Princess Diana and her companion Dodi Fayed in St Tropez in August 1997, a week before they died in a Paris car crash. Photo / AP
The search for the truth behind the crash that killed Diana, Princess of Wales, 20 years ago this month was part of a movement of challenging authority that a visiting British QC says can be traced to Brexit and the election of Donald Trump.
Michael Mansfield, in New Zealand to give a keynote speech - The Power of the People versus the People in Power - at the Criminal Bar Association conference today, represented Mohammed Al Fayed at an inquest following the death of his son and Dianain Paris.
Though Al Fayed is a wealthy businessman, he was an outsider in Britain. He wanted, said Mansfield, the same as ordinary families in many high-profile cases the QC worked on that challenged the establishment.
"He wanted what everyone wants, the truth," Mansfield told the Herald. "He had a view about what the truth would involve. He felt it would involve malpractice within the establishment, particularly the royal family.
"He certainly wanted exposed the various aspects of how Diana was treated, how Dodi was treated, both before, on the day of the death and afterwards.
"He wanted a bit of accountability. He was no different to any family I have represented. He wasn't popular at the time but through the process people began to sympathise."
Held a decade after the 1997 crash, the inquest jury concluded that Diana and Dodi Al Fayed were unlawfully killed by a combination of the driving of chauffeur Henri Paul, who also died, and the paparazzi.
Al Fayed believed the pairwere victims of a plot and refused to accept the verdict, saying as he emerged from the court: "The most important thing is it is murder."
Mansfield, 75, has acted in many of Britain's highest-profile cases including for the families of the Hillsborough disaster, the families of the victims of Bloody Sunday, the 'McLibel Two' - when McDonald's sued two activists - and many accused of involvement in IRA bombings.
During his 50 years of practice he has seen a movement that began in legal challenges to authority that he says can be traced to Brexit and Trump.
"I call the movement democratisation because I don't believe for most of my life I have lived in what I would regard as a true democracy. We have lived in an elite democracy in which there is a ruling class which have monopolised power throughout that period."
"There has been a gradual erosion which is rather more starkly illustrated by what has happened in the Brexit vote."
Some may not have realised what they were voting for, he said.
The political powerhouses have been thrown out of control in the UK, France and the United States. "Trump is just a wild card. Something like eight people dismissed in six months. They guy is just shooting from the hip. It is entertaining but he is going to cause long term quite a lot of social damage, I think."

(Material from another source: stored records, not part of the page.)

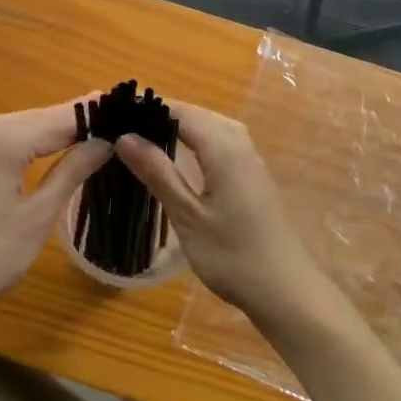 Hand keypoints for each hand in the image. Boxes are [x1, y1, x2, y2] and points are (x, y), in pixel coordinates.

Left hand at [0, 102, 110, 329]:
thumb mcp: (38, 216)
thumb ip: (70, 172)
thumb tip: (104, 142)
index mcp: (5, 143)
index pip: (60, 119)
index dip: (94, 113)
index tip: (129, 106)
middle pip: (42, 116)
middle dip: (79, 116)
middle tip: (120, 117)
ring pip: (26, 125)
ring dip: (59, 126)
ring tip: (98, 128)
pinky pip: (11, 139)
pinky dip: (38, 139)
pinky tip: (57, 146)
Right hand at [114, 103, 334, 330]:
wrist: (287, 292)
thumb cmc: (233, 255)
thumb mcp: (188, 215)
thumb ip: (158, 172)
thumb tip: (124, 136)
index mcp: (223, 146)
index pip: (179, 110)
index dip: (147, 108)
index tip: (113, 114)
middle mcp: (239, 143)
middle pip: (195, 115)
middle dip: (159, 116)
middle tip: (121, 130)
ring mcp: (249, 159)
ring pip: (208, 128)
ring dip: (177, 129)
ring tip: (142, 141)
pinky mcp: (252, 176)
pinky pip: (219, 143)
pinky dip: (194, 143)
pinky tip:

Mansfield traced the movement to individuals and groups in the law in Britain recognising that the system had serious flaws and could not be regarded as infallible.
"That started with some cases I was doing, in particular the Guildford Four and the Birmingham Six. It was because ordinary people locked up refused to accept it."
The Birmingham Six won their second appeal after spending 15 years in jail.
A series of cases during the 1980s led to law changes to the way evidence could be collected and a criminal cases review commission was set up. New Zealand does not have one though one has been proposed by several politicians.
This disquiet translated to challenges to the adequacy of police investigations. Another landmark case he worked on was the racially-motivated murder of Stephen Lawrence, a black teenager killed while waiting for a bus in London.
Lawrence's parents argued it was a racist murder and that the police investigation was inadequate. Two of five suspects were charges and convicted 20 years later and a public inquiry ruled that the police at the time of the crime were "institutionally racist".
"That was an amazing conclusion for part of the establishment to say about another part of the establishment."
In earlier decades it was unimaginable that two ordinary people such as Lawrence's parents could fight and end up getting some justice and force big changes in the police service, Mansfield said.
Other examples include changes to safety regulations driven by the families of 51 people drowned in the 1989 Marchioness riverboat disaster and last year's Chilcot Report that resulted from lobbying by families of soldiers who fought in Iraq and claim they were injured in an unlawful war.
Mansfield, who studied philosophy and history as well as law, descends from a string of railway workers. He credits a 1950s television show, The Defenders, for his vocation.
"I watched each programme avidly. I thought wow, I'd like to do that. My father said you have got to be crazy, you'll never get there. We didn't have any means and he thought, 'stick to the railways mate."